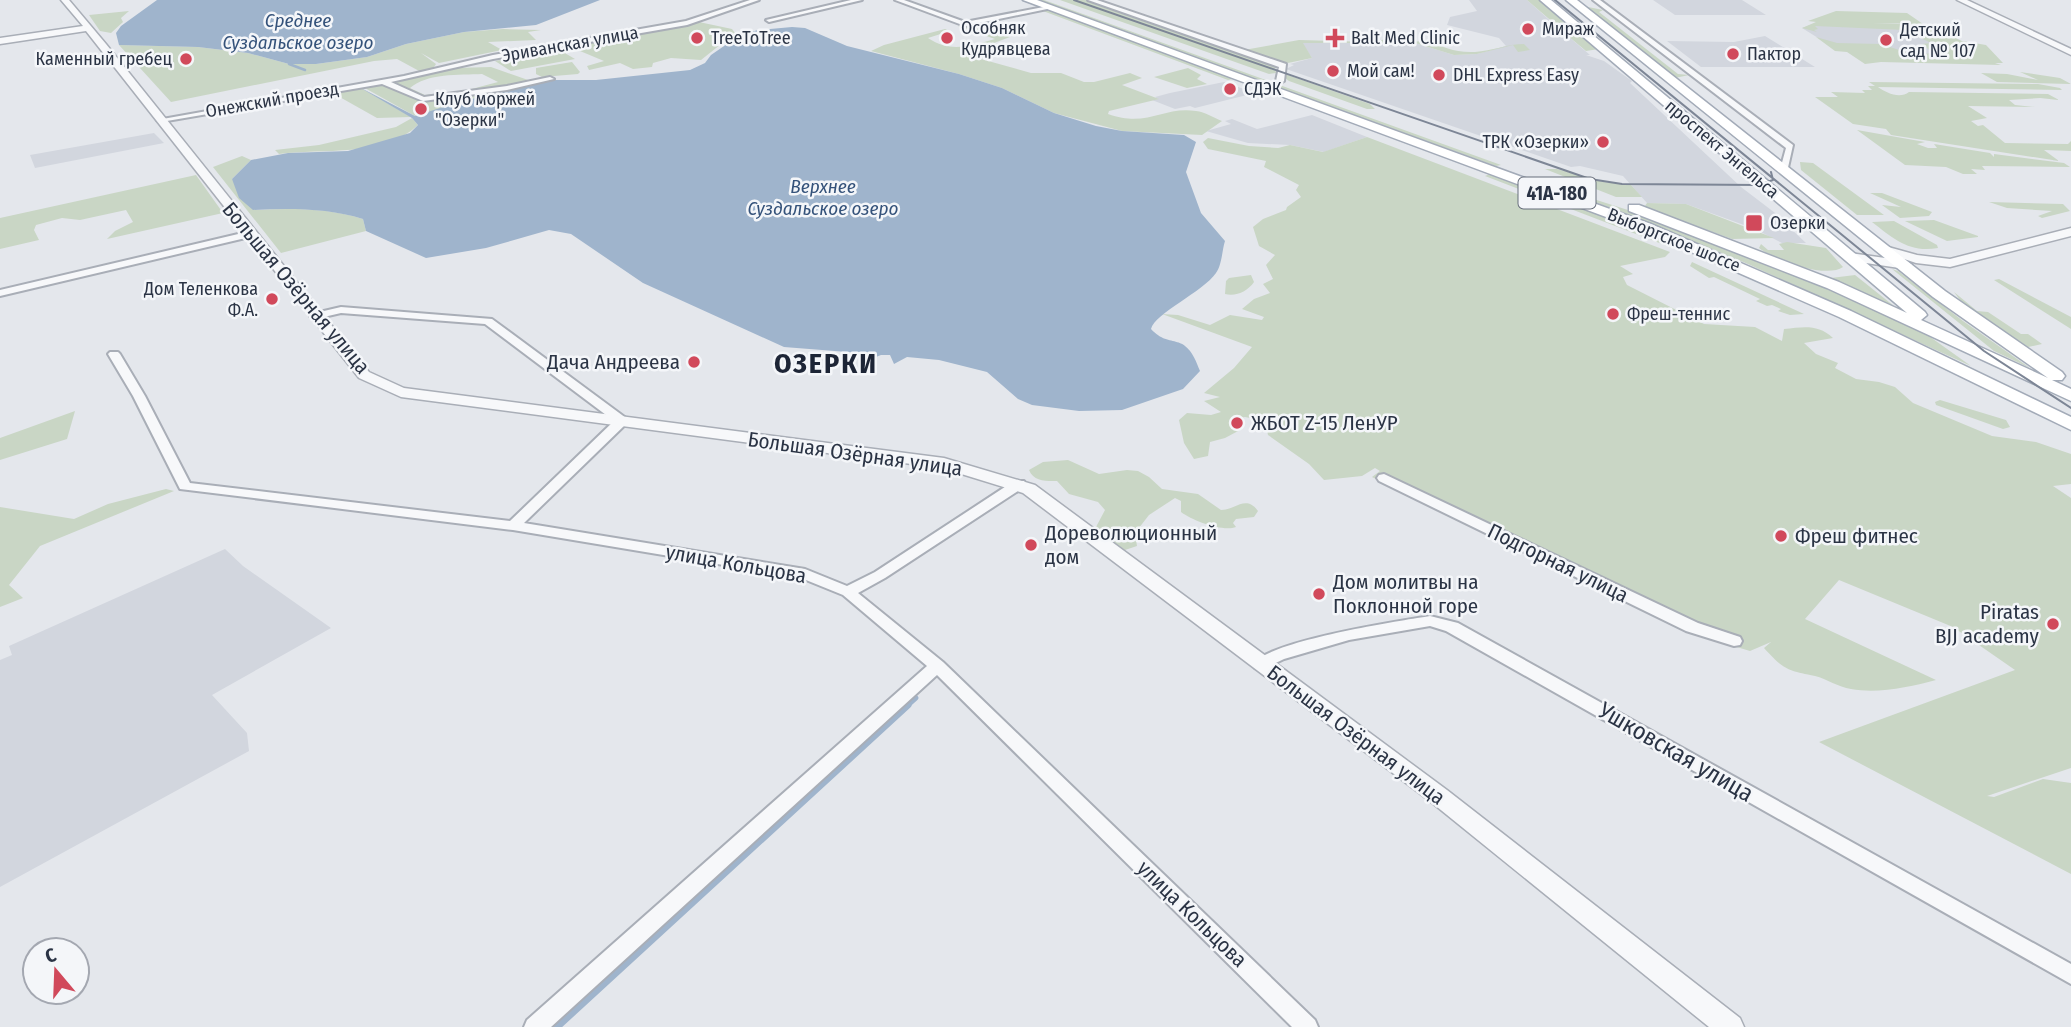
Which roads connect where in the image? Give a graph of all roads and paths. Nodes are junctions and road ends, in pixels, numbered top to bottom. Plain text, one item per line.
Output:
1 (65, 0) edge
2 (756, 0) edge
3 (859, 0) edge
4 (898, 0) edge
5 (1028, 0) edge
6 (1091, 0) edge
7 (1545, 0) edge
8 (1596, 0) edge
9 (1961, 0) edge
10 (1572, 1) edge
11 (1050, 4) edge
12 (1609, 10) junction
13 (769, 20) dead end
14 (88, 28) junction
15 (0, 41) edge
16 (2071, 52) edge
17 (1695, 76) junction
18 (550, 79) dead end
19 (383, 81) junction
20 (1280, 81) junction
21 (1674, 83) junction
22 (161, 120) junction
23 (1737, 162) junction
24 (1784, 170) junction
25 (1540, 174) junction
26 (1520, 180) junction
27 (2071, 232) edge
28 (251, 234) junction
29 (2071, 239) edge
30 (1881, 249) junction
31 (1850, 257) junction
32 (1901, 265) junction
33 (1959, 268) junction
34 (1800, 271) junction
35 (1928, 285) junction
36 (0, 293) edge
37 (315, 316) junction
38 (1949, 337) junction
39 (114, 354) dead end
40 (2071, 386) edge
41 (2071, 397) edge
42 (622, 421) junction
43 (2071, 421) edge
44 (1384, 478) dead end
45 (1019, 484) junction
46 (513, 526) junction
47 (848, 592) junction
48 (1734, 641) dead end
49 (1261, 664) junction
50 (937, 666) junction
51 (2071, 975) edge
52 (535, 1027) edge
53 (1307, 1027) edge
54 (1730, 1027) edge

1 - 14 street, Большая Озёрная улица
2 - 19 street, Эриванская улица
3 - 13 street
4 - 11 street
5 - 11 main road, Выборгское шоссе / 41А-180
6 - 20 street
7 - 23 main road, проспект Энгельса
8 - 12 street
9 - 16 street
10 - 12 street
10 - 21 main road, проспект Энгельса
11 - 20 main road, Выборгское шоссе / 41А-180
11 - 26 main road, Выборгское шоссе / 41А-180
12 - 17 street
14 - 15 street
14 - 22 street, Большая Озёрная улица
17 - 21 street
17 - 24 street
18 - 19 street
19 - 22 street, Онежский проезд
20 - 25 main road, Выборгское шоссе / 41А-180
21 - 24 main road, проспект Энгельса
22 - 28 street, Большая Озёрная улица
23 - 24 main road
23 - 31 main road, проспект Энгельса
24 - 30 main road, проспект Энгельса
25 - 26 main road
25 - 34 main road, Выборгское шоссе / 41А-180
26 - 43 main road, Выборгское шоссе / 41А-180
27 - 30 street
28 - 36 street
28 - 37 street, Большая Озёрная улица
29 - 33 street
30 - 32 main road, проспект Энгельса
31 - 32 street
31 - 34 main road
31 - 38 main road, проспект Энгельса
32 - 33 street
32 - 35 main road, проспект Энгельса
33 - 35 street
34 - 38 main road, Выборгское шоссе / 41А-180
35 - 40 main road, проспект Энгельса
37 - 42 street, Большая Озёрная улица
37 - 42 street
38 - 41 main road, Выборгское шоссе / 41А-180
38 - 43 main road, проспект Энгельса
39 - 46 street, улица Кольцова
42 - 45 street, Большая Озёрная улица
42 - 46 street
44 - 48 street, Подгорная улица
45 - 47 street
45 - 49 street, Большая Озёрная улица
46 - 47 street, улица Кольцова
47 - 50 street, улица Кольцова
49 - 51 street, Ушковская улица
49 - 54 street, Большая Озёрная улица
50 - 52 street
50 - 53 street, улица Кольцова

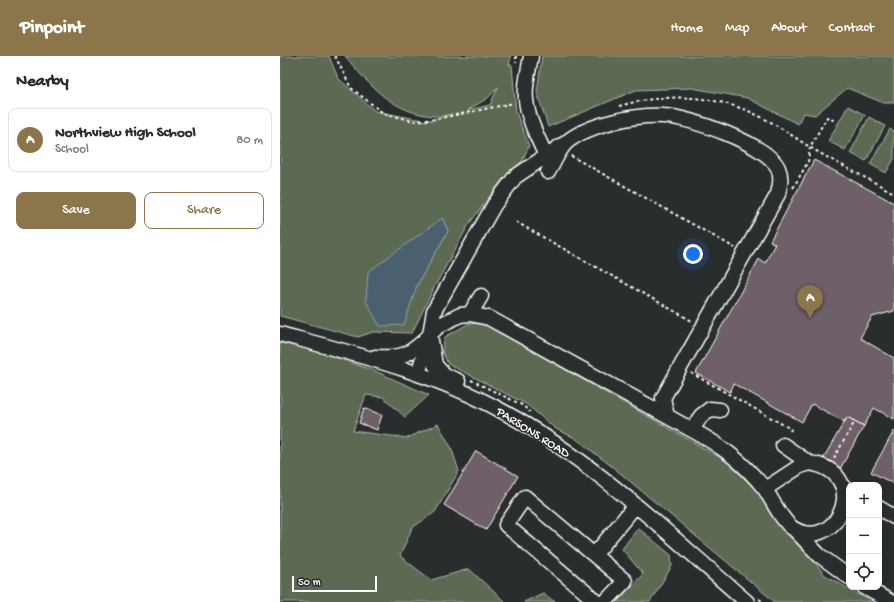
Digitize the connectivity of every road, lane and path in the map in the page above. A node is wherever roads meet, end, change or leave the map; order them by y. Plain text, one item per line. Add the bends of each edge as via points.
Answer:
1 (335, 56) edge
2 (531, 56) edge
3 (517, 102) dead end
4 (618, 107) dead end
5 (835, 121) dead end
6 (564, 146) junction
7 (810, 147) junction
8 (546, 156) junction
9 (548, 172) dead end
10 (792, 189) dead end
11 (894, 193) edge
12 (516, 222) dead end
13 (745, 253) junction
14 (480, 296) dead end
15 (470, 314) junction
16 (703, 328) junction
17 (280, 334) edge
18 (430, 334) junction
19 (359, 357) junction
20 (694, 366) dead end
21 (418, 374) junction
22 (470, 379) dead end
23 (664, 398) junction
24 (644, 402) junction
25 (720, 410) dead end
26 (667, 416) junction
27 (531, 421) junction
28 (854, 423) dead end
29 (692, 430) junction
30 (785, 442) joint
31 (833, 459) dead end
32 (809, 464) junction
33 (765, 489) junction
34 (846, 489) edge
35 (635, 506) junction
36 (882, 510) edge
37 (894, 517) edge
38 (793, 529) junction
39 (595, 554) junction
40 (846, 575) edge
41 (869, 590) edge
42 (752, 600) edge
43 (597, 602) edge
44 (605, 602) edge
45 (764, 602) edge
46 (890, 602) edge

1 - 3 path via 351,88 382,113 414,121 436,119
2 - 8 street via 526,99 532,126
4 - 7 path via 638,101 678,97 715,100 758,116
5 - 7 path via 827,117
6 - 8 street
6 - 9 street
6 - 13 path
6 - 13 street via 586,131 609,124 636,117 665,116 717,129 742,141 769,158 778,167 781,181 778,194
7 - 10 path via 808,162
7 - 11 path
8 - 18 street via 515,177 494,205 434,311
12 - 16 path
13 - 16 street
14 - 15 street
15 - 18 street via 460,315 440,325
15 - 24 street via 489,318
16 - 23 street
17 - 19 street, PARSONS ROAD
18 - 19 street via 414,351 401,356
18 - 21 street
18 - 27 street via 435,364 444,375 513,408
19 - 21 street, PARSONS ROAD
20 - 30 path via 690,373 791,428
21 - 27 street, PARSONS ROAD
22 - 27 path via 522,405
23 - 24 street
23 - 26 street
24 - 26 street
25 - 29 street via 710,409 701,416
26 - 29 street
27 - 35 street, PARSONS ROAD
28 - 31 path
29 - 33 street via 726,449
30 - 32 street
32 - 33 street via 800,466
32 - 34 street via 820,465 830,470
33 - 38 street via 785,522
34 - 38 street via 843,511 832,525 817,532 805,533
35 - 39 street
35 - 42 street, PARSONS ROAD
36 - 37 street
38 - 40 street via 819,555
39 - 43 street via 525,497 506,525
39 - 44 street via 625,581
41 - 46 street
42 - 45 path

-*-

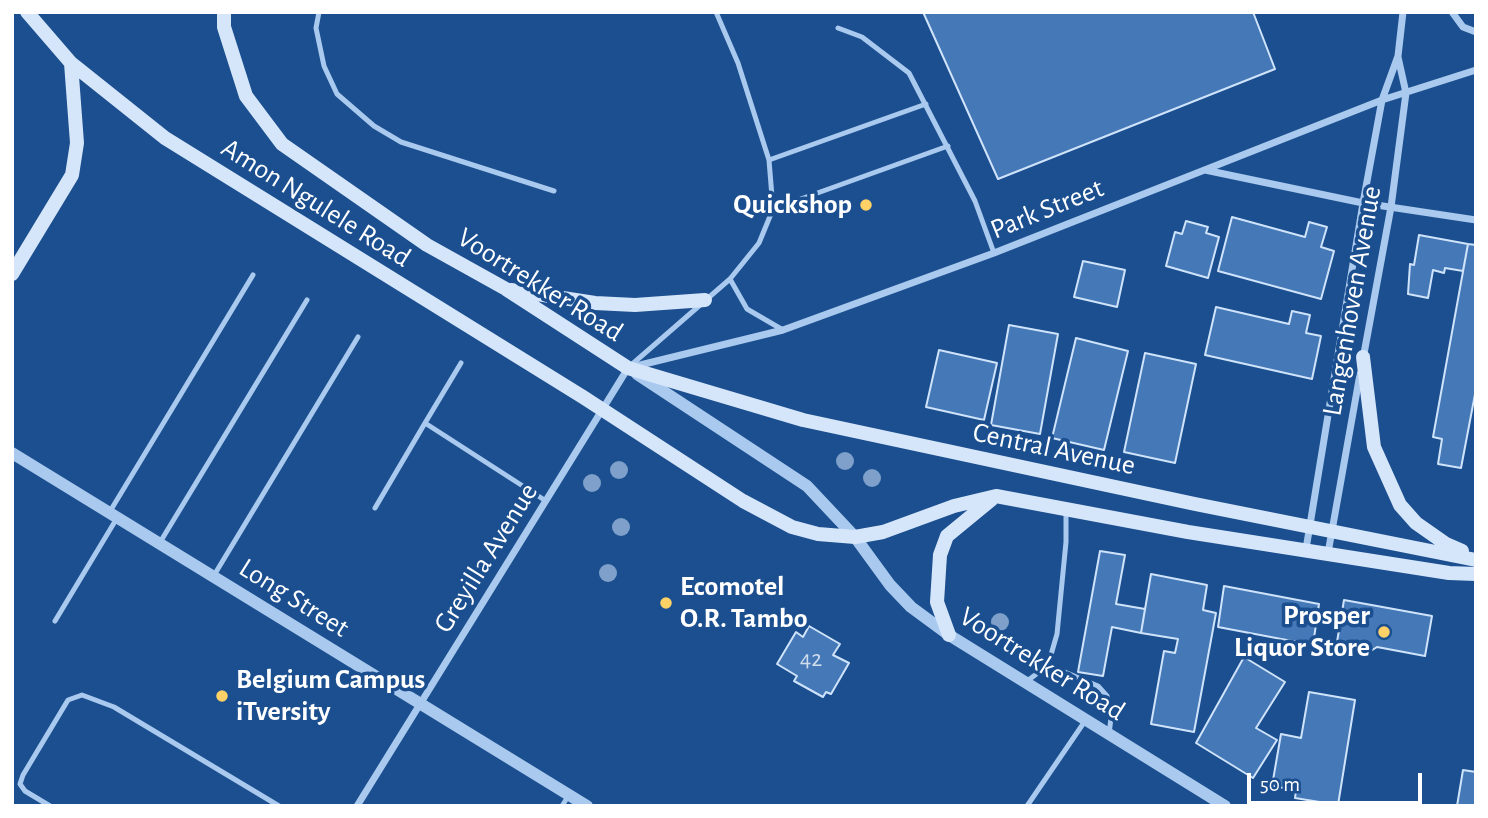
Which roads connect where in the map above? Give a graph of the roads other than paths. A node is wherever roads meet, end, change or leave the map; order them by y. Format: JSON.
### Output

-*-

**WHAT NEEDS TO BE DONE**
All lines above with the word "them" need to be reported.

**EXPECTED ANSWER**
Digitize the connectivity of every road, lane and path in the map in the page above. A node is wherever roads meet, end, change or leave the map; order them by y. Plain text, one item per line. Add the bends of each edge as via points.
Which roads connect where in the map above? Give a graph of the roads other than paths. A node is wherever roads meet, end, change or leave the map; order them by y. Format: JSON.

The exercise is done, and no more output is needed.